INDIANAPOLIS (WTHR) — Although there isn't a cure for Alzheimer's, researchers are finding that a lifestyle of certain activities can significantly decrease a person's risk for getting the disease.
The solution isn't just one thing, it's a a combination of healthy lifestyle habits.
In a new study conducted by Rush University in Chicago, people who followed at least four of five lifestyle behaviors were shown to have a 60 percent lower risk of developing Alzheimer's dementia compared to people who only practiced one or two.
Another study from the U.K. found that among people with a heightened genetic risk of Alzheimer's and other cognitive diseases, dementia was 32 percent lower in those with a healthy lifestyle. Similarly, smokers had twice the risk of developing Alzheimer's dementia compared to non-smokers and those who had quit.

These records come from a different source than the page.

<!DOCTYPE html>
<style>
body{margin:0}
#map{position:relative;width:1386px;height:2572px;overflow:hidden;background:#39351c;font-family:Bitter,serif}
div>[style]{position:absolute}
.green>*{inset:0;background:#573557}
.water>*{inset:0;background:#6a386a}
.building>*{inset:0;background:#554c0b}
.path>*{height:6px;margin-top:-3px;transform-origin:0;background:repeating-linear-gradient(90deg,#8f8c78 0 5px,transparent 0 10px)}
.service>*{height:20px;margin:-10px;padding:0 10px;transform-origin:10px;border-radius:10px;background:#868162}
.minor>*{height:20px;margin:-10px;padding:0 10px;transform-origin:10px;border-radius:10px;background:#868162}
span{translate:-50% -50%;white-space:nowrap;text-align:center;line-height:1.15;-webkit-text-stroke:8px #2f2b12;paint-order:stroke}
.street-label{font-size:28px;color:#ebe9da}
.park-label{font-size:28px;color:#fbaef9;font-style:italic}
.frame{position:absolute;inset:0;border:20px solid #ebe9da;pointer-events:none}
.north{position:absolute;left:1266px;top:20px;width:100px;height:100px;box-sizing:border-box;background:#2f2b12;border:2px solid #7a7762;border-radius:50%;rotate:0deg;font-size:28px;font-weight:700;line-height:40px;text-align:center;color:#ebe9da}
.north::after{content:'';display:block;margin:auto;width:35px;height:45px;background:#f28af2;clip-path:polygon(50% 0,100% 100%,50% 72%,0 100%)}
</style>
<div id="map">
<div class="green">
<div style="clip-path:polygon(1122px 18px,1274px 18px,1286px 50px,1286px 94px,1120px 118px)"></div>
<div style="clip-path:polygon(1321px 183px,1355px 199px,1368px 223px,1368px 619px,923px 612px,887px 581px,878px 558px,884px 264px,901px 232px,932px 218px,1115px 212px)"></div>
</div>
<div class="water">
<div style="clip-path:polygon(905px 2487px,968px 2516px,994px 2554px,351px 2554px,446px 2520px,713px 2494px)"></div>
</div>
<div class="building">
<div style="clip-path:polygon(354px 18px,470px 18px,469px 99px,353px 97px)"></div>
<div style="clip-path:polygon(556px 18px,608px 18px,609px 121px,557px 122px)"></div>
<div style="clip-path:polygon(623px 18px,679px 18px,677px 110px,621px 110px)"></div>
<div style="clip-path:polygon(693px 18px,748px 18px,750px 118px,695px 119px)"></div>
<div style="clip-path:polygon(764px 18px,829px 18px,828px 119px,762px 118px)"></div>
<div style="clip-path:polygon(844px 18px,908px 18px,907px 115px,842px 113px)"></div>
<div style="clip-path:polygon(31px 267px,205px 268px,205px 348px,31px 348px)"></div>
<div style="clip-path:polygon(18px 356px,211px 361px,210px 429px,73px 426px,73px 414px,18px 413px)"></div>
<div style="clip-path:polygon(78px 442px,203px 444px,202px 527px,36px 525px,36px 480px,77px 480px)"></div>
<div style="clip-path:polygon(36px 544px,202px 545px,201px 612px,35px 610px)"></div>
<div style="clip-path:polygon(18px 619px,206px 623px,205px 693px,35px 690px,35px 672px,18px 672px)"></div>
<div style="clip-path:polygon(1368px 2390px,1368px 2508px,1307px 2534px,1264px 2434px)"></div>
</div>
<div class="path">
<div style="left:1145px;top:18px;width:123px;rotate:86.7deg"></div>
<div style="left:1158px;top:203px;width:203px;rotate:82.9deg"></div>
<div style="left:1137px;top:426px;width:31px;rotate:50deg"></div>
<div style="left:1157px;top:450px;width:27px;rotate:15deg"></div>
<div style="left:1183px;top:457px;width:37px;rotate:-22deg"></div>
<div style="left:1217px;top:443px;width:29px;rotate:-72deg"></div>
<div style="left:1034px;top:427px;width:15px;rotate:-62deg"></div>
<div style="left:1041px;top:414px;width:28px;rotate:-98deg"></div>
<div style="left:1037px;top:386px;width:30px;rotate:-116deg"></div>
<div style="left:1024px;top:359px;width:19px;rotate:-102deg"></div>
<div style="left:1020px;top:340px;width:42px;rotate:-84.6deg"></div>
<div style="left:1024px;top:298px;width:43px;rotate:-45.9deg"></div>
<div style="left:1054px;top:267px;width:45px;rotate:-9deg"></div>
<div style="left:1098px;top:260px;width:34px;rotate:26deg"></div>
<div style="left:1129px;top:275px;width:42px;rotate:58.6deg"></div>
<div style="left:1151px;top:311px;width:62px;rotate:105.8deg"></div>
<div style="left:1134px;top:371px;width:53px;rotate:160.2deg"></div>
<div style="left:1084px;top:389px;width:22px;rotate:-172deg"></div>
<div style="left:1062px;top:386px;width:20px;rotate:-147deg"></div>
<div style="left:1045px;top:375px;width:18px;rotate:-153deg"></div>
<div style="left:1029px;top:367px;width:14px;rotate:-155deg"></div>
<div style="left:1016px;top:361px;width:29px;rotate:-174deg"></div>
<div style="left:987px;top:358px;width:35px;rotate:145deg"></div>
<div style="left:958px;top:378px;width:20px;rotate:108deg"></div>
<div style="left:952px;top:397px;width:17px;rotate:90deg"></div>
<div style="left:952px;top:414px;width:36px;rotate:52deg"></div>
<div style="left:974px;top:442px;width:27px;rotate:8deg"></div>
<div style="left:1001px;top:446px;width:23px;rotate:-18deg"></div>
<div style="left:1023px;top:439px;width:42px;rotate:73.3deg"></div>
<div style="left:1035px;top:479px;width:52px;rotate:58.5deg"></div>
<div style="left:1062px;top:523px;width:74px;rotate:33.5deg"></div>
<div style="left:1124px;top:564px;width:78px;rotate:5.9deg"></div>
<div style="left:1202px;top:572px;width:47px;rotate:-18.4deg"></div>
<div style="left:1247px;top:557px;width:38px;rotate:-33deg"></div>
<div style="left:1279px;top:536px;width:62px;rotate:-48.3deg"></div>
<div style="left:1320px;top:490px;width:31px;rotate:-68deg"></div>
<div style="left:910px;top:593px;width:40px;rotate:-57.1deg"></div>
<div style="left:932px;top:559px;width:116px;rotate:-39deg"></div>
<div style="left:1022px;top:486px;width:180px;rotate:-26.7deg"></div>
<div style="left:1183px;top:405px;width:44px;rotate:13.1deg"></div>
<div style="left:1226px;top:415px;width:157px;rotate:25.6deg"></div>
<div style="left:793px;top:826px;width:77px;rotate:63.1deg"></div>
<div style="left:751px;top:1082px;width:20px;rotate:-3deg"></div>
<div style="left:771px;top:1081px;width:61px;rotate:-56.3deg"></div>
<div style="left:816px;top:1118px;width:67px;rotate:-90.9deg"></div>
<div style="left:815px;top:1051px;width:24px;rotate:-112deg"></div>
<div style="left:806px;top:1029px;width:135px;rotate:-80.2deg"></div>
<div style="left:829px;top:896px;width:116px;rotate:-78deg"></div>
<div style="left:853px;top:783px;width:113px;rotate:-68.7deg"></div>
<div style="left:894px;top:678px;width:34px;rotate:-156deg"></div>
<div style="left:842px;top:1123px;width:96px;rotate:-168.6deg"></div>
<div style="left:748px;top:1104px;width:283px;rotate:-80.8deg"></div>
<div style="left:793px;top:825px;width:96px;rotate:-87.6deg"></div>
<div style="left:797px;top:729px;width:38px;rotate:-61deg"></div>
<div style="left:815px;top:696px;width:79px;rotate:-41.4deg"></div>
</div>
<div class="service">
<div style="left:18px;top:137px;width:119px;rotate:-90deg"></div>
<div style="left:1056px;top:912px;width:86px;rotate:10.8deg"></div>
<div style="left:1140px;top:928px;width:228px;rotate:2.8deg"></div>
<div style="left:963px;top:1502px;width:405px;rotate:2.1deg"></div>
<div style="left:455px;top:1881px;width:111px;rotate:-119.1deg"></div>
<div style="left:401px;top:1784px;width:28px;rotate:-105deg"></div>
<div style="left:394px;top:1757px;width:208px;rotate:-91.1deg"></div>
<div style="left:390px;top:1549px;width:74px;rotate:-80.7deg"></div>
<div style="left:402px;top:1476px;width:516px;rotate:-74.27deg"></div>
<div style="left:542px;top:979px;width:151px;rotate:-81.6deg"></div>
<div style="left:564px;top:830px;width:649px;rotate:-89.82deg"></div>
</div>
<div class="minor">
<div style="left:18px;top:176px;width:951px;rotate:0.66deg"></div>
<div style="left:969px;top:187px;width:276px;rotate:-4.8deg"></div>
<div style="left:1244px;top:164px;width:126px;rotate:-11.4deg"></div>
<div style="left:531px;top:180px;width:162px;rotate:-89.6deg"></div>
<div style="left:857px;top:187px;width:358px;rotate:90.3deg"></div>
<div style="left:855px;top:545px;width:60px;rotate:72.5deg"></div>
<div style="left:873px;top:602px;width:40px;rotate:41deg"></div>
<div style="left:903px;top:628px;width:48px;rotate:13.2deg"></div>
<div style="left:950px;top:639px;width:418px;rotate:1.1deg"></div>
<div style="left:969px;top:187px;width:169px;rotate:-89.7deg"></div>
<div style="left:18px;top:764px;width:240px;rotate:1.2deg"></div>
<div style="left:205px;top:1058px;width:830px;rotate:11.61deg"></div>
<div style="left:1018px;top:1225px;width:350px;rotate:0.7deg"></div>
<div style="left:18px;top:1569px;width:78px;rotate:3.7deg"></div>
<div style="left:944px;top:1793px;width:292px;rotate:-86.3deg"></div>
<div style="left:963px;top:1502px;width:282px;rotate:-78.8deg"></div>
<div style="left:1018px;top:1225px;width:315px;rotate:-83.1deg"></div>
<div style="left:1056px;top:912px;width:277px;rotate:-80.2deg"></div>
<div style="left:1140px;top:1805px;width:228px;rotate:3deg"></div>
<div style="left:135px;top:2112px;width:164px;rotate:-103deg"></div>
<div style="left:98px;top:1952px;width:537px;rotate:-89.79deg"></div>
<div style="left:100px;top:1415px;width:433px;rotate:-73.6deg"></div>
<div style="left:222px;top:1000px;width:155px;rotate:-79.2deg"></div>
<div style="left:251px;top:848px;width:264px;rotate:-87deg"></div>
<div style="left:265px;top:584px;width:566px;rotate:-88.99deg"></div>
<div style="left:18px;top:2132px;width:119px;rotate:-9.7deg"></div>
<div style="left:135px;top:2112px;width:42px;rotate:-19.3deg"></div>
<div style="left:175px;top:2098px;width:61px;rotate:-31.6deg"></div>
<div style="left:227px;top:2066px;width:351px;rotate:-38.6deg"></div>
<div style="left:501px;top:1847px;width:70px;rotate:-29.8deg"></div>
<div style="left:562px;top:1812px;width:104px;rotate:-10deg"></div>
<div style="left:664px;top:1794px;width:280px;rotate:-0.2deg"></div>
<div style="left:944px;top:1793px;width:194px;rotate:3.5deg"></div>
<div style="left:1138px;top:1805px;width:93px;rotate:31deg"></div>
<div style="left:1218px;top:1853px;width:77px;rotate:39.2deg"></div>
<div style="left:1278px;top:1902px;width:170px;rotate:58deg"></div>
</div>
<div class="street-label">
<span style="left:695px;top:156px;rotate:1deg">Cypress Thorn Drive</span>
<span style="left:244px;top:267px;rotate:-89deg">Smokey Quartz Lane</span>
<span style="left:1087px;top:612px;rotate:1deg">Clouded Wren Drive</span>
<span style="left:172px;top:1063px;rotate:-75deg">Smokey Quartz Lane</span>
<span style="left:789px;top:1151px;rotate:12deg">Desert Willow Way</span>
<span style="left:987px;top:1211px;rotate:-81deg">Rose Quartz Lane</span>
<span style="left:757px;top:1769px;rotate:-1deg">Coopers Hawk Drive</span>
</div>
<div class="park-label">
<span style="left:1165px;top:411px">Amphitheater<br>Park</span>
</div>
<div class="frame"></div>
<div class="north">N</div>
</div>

The recent study analyzed data from 1,845 participants in the Chicago Health and Aging Project and 920 from the Rush Memory and Aging Project. None of the participants suffered from dementia at the beginning of the study. Participants were given lifestyle scores that depended on how many of five possible healthy behaviors they subscribed to:
- not smoking
- exercising at a moderate to vigorous level for at least 150 minutes a week
- consuming a brain supporting diet
- light-to-moderate alcohol consumption
- engaging in late-life cognitive activities
After six years a follow-up was conducted and 608 participants had developed Alzheimer's dementia. However, analysis showed that the risk of Alzheimer's was 37 percent lower in people who practiced two of three healthy lifestyles. And 60 percent lower with participants who practiced four to five of those behaviors.
Alzheimer's is the sixth leading cause of death in the U.S., according to the CDC. It is a form of dementia.